Ma accanto a questi se ne apre un altro – che li ingloba ed esacerba –  che porta «ad una riorganizzazione all’italiana» del sistema istituzionale, con un «Grande Nord autonomo» e uno Stato centrale praticamente «fantasma».

E’ il quadro evocato dal presidente della Svimez, Adriano Giannola, nel corso dell’incontro sul tema “Politiche pubbliche e geografia istituzionale – Autonomia differenziata”, organizzato dall’associazione in collaborazione con il Cnel, cui hanno preso parte Luca Bianchi, direttore generale di Svimez, Massimo Villone, professore emerito di Diritto costituzionale della “Federico II” di Napoli, Giuseppe Roma, segretario generale dell’Associazione per le Città Italiane Rur (Rete Urbana delle Rappresentanze), Alessandro Bianchi, consigliere di Svimez, Giordana Pallone, consigliera Cnel e coordinatrice area Stato Sociale e diritti Cgil, Enzo Bianco, presidente del Consiglio Nazionale dell’Anci, e Vito Grassi, presidente del Consiglio delle Rappresentanze Regionali e per le Politiche di Coesione Territoriale e vicepresidente di Confindustria.

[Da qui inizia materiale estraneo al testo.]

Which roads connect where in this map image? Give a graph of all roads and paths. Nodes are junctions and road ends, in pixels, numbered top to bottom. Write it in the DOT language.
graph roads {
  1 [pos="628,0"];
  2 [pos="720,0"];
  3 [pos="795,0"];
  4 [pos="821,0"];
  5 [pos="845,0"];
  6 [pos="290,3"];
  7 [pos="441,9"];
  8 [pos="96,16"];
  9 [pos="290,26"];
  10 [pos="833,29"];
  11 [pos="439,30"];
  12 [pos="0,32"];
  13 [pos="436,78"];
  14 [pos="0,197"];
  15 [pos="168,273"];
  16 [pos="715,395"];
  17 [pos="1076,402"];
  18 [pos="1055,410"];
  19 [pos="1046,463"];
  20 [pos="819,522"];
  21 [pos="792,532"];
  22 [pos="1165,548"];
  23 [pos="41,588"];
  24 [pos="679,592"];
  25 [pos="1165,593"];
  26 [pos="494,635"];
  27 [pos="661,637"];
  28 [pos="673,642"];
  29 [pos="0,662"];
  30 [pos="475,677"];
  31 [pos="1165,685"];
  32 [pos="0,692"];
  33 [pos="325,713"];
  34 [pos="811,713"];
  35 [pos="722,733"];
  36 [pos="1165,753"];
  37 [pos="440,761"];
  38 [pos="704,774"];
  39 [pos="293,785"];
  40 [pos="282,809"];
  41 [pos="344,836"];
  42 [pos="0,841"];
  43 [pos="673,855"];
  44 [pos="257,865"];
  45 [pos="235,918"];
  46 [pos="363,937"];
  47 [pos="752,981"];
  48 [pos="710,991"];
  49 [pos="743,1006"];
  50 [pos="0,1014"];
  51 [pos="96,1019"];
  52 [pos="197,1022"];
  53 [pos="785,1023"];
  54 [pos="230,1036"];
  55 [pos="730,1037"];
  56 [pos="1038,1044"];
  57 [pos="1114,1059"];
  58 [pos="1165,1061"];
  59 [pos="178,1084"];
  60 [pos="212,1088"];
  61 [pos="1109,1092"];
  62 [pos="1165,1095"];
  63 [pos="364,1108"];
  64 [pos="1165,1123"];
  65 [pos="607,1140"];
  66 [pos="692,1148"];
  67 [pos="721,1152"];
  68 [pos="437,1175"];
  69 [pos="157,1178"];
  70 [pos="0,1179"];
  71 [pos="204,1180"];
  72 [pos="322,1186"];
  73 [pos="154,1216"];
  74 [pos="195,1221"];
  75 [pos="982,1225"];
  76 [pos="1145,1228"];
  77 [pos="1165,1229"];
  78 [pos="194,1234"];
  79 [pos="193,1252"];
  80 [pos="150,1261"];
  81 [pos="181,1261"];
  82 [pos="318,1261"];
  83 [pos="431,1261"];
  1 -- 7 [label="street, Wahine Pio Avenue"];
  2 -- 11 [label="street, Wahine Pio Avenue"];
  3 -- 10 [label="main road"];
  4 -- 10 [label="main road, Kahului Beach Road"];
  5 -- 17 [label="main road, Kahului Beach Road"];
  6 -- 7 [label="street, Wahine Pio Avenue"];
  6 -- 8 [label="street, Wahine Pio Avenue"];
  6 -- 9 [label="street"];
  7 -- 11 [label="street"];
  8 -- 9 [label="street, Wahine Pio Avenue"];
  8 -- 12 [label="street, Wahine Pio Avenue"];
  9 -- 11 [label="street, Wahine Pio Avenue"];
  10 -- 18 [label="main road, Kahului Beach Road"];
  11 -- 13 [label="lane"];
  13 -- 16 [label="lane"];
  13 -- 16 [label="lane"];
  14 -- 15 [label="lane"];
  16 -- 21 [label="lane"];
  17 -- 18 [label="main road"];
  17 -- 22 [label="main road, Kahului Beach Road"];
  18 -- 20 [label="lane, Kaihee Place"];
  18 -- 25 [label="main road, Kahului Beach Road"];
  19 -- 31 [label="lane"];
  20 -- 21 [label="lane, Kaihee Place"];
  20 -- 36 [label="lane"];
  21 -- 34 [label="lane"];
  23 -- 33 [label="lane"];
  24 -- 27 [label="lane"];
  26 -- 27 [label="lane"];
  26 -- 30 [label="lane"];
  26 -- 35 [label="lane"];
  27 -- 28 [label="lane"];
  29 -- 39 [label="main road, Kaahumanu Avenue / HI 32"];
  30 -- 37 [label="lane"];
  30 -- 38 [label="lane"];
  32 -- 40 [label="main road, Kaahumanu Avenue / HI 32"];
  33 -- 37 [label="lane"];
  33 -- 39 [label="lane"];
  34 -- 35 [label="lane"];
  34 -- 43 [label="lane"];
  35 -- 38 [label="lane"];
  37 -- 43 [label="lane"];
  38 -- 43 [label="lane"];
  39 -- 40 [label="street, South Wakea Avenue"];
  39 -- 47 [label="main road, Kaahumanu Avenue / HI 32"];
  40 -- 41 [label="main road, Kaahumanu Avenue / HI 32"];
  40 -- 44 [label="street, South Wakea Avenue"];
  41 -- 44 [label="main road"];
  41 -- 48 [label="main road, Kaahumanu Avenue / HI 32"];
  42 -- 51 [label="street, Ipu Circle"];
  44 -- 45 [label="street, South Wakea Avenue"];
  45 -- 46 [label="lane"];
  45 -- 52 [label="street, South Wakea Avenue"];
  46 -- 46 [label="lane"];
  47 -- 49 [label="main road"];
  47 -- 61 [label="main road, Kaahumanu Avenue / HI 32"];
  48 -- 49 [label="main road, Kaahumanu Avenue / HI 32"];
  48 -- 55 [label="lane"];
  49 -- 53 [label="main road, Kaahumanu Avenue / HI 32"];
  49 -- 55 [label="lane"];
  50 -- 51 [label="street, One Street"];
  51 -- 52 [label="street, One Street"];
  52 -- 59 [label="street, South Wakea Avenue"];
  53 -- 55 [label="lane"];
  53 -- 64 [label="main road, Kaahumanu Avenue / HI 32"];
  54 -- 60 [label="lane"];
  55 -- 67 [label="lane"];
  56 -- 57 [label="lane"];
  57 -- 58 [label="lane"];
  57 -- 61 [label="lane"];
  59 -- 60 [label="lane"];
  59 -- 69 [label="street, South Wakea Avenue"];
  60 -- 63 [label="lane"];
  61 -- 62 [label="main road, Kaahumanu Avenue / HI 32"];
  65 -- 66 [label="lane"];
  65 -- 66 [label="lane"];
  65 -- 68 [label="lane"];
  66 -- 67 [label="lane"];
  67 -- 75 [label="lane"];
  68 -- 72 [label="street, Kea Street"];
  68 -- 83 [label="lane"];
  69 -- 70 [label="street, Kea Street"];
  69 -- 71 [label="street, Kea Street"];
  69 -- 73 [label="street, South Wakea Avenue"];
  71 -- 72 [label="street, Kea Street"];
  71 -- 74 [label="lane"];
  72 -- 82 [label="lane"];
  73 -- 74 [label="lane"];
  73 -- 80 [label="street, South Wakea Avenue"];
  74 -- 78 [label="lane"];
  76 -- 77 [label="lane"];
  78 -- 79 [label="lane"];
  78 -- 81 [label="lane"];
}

Giannola ha posto l’attenzione su quello che considera un processo irreversibile, «non emendabile dal Parlamento», che di fatto ne resta ai margini. Si tratta, ha sottolineato, di «una legge rafforzata»: «La reversibilità potrebbe esserci con una nuova intesa tra Stato e Regione, ma è difficile che una Regione rinunci all’autonomia», ha spiegato Villone, evidenziando la possibilità «di un effetto domino che metterebbe a rischio l’unità del Paese, mentre il divario tra Sud e Nord inevitabilmente si allargherebbe».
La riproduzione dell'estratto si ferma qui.